| What you need to do |
Lines with the word "roads" are the answer; copy each of them from the data below.

━━━ Recorded data ━━━

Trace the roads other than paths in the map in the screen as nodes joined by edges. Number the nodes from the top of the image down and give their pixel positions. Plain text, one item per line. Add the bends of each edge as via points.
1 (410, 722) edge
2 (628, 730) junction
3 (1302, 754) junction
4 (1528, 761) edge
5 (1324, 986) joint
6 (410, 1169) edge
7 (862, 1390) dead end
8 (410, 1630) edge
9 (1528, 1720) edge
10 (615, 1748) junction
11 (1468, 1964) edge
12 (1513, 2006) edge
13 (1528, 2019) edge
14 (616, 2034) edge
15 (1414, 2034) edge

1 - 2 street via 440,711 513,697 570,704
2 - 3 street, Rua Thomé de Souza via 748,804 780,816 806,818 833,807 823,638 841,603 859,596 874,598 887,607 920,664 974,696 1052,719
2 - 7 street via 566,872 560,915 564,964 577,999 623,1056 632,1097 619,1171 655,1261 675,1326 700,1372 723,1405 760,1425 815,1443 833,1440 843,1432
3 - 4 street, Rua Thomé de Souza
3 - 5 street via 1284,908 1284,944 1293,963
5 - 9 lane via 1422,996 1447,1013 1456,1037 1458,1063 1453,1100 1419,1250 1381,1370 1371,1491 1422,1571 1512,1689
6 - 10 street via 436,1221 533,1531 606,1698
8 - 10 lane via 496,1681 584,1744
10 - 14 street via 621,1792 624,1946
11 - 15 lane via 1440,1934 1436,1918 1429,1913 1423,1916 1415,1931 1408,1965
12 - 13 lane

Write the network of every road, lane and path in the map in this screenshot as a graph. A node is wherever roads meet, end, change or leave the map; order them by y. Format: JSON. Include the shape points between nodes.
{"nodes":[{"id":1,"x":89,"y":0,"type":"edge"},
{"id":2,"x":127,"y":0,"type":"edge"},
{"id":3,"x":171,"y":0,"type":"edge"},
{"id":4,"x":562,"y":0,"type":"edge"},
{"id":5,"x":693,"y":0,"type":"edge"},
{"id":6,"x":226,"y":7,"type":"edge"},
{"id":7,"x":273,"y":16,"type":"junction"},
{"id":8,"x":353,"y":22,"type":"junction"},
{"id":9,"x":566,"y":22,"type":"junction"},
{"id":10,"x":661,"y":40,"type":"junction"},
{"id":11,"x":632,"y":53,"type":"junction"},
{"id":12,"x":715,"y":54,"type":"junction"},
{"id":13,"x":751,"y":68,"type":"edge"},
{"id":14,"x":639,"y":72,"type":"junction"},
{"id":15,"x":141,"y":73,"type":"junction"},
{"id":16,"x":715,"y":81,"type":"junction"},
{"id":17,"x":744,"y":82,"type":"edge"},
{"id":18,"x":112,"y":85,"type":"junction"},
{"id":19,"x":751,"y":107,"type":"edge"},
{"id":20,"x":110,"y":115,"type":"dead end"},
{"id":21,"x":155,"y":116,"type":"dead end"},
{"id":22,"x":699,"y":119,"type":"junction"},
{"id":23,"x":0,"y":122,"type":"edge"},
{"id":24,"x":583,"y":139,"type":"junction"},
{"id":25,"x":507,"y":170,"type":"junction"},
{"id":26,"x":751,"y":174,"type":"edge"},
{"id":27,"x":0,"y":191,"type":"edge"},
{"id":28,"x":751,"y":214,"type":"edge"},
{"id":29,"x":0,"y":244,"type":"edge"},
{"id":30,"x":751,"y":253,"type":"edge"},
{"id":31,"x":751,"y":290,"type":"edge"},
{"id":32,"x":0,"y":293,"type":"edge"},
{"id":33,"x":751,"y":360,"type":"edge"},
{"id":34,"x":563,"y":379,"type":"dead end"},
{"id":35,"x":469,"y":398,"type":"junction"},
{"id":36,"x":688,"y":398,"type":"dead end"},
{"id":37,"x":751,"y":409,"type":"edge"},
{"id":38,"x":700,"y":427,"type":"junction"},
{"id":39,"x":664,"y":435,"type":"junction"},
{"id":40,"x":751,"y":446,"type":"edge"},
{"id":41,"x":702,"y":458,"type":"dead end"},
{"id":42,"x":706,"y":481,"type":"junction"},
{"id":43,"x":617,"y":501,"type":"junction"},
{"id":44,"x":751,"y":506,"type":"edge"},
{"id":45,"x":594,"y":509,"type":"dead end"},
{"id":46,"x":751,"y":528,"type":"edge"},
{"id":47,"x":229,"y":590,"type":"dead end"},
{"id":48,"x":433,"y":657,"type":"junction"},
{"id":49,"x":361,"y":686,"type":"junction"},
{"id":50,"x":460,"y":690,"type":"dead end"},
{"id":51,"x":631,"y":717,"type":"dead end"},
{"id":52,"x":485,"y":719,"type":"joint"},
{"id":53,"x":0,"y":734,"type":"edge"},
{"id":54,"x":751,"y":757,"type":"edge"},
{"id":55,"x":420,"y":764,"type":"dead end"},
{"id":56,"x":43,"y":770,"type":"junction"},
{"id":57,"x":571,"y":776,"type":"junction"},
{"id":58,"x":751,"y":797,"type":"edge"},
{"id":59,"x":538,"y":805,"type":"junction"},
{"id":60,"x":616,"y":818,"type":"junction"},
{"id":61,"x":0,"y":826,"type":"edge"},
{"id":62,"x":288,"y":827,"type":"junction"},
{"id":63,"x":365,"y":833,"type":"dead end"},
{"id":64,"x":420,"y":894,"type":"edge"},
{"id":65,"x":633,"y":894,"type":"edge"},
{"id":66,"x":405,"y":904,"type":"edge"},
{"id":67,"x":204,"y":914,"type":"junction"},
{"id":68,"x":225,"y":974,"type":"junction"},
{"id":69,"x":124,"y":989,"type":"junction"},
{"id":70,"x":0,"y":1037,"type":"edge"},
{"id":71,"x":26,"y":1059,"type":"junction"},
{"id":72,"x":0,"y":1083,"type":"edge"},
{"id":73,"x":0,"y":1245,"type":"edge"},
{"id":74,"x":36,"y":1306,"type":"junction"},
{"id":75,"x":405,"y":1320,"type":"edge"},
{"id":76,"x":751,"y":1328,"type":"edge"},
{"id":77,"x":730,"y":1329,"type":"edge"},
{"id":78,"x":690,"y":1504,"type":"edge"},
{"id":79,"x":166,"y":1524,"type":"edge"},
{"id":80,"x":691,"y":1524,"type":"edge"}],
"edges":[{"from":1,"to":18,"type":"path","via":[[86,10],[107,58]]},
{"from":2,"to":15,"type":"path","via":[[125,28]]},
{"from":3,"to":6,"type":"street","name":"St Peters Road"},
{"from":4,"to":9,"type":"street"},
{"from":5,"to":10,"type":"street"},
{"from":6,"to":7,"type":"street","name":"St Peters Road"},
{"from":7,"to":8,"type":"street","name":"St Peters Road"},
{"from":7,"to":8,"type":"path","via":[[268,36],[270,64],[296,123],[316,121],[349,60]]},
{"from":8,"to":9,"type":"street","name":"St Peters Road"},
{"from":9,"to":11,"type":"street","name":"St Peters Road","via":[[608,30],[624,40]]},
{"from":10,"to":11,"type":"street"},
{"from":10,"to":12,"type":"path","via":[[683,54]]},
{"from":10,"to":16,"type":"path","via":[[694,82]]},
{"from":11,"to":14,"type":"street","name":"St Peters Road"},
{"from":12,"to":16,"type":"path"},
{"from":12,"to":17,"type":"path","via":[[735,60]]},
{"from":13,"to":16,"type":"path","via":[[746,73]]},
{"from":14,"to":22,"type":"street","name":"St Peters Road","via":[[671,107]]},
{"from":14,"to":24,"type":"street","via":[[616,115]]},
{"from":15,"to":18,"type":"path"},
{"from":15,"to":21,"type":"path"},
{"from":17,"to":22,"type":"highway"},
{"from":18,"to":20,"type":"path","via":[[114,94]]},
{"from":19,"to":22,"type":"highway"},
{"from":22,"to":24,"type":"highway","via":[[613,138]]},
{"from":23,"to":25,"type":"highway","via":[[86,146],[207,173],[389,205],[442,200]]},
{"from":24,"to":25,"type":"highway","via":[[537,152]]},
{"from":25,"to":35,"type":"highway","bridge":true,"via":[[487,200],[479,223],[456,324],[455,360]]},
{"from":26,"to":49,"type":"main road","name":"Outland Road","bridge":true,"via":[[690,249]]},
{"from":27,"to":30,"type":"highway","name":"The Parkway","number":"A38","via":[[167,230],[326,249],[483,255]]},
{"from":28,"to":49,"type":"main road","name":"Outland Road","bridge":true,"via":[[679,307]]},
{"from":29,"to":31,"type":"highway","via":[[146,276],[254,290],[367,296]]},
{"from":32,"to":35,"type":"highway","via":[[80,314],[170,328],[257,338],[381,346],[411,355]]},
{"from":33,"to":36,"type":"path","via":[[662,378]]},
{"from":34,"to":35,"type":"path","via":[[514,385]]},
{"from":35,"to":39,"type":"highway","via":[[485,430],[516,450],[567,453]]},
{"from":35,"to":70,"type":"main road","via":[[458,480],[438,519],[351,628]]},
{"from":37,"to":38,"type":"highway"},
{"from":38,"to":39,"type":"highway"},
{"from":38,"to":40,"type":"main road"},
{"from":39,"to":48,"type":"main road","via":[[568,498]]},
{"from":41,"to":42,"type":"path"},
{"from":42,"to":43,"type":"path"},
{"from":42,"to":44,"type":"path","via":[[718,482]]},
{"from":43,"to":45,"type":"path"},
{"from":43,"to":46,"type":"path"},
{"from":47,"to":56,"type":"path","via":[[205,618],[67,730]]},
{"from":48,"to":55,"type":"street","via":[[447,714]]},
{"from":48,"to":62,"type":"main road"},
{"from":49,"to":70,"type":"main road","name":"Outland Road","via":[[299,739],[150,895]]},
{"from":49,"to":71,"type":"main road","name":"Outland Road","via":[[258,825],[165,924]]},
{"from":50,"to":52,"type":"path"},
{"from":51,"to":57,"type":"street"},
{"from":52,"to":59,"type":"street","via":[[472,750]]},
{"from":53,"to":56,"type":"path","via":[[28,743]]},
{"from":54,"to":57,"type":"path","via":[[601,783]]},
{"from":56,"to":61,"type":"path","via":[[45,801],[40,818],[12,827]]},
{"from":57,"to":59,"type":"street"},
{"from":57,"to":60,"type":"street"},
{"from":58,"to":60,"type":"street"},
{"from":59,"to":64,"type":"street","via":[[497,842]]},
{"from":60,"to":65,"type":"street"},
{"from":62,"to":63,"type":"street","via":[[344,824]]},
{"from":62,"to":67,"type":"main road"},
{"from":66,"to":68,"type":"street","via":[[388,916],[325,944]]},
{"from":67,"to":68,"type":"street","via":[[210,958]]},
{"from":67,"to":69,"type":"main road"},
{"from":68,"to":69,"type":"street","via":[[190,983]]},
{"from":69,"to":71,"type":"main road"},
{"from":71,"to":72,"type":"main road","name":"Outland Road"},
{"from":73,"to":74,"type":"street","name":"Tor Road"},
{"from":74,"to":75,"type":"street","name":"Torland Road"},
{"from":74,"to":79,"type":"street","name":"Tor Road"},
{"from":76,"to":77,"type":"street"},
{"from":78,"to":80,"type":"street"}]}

━━━

| Problem solution |
Trace the roads other than paths in the map in the screen as nodes joined by edges. Number the nodes from the top of the image down and give their pixel positions. Plain text, one item per line. Add the bends of each edge as via points.
Write the network of every road, lane and path in the map in this screenshot as a graph. A node is wherever roads meet, end, change or leave the map; order them by y. Format: JSON. Include the shape points between nodes.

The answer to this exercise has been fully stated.